Heavy fighting has left at least 20 people dead and dozens more injured in clashes across the Somali capital, Mogadishu, officials and witnesses say.

Islamist insurgents have been engaged in fierce battles with government troops and their Ethiopian allies, and both sides suffered casualties.

Five people were also reported killed when a mortar hit their house.

Correspondents say it is the fiercest fighting for several weeks and has engulfed three separate districts.

Elsewhere, a Somali working for the UN World Food Programme was shot dead as he left a mosque in the central town of Merka, becoming the latest aid worker to be targeted in the war-torn country.

In the capital, an official at the city’s biggest hospital said on Friday it was treating 35 civilians wounded in fighting that began the day before, and that six people had died overnight.

Government forces said one of their soldiers had been killed in the clashes in central Mogadishu and a further two had been injured, the BBC’s Mohamed Ibrahim Moalimuu reports from the Somali capital.

They also said two Islamists had been killed, and that insurgents had been forced to abandon a vehicle mounted with anti-aircraft guns.

Land mine

At least six other civilians caught up in the fighting in central Mogadishu had been killed, according to witnesses.

Separately, a government vehicle was hit by a land mine and two soldiers were killed.

On Thursday there was also deadly fighting near to African Union peacekeeper bases on the road to Mogadishu’s airport, a key target for rebels in recent weeks.

Ethiopian troops helped the government push Islamist forces from control of central and southern Somalia in late 2006, triggering an insurgency.

The country’s transitional government, which is recognised by the international community, now only controls patches of the country, correspondents say.
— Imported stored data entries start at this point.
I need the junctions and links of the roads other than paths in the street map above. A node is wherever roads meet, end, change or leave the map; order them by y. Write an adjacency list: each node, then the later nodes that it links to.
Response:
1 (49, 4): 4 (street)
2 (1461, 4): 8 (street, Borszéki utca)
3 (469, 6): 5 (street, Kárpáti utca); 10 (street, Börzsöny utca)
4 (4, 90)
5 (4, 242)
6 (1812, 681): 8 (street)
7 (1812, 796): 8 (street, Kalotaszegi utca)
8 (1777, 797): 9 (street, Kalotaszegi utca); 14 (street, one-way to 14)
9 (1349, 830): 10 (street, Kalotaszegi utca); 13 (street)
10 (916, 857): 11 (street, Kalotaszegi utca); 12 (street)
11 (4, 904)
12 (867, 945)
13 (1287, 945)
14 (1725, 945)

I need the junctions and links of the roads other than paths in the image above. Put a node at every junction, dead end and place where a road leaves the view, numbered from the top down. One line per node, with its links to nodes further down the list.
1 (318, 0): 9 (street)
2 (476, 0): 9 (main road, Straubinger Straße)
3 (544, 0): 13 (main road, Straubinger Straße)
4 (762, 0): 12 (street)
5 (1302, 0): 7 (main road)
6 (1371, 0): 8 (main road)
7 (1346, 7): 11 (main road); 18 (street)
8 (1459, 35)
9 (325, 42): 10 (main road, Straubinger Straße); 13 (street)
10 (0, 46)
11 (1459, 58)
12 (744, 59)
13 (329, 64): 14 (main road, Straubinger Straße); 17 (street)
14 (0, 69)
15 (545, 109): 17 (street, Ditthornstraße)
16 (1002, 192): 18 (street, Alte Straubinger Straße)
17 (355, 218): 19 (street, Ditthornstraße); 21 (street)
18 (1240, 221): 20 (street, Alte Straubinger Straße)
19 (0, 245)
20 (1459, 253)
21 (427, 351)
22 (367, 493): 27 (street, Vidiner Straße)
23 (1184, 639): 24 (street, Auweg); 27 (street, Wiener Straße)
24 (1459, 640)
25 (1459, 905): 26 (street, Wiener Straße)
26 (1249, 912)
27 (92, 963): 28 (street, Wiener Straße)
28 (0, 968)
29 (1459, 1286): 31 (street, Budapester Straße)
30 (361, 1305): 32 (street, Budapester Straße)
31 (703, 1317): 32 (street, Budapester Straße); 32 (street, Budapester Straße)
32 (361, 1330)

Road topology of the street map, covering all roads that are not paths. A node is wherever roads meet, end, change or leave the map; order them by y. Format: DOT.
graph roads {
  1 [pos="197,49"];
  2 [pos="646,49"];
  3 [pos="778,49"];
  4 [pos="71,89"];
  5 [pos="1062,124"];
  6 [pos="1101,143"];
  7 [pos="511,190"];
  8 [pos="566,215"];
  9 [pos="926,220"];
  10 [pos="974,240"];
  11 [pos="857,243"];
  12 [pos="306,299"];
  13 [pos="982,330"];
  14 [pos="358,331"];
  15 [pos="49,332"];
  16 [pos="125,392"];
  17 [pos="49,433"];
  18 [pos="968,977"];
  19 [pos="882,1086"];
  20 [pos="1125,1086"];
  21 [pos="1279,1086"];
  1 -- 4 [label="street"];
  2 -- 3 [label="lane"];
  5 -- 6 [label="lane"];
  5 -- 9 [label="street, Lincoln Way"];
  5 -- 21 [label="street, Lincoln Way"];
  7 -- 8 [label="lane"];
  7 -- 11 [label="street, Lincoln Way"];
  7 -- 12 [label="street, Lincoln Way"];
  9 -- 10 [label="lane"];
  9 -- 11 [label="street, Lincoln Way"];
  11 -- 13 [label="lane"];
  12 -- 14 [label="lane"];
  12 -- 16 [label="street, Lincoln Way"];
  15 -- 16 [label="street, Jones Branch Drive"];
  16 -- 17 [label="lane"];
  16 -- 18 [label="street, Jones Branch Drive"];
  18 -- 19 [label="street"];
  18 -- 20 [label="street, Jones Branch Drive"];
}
Islamists have launched escalating attacks against the AU peacekeeping force in recent months, as well as the government and their Ethiopian allies.

Somalia has been wracked by conflict since President Mohamed Siad Barre was ousted in 1991.

More than three million people – almost half of Somalia’s population – need food aid, according to the UN.

Aid agencies recently estimated that 1.1 million people had been uprooted from Mogadishu over the last nine months.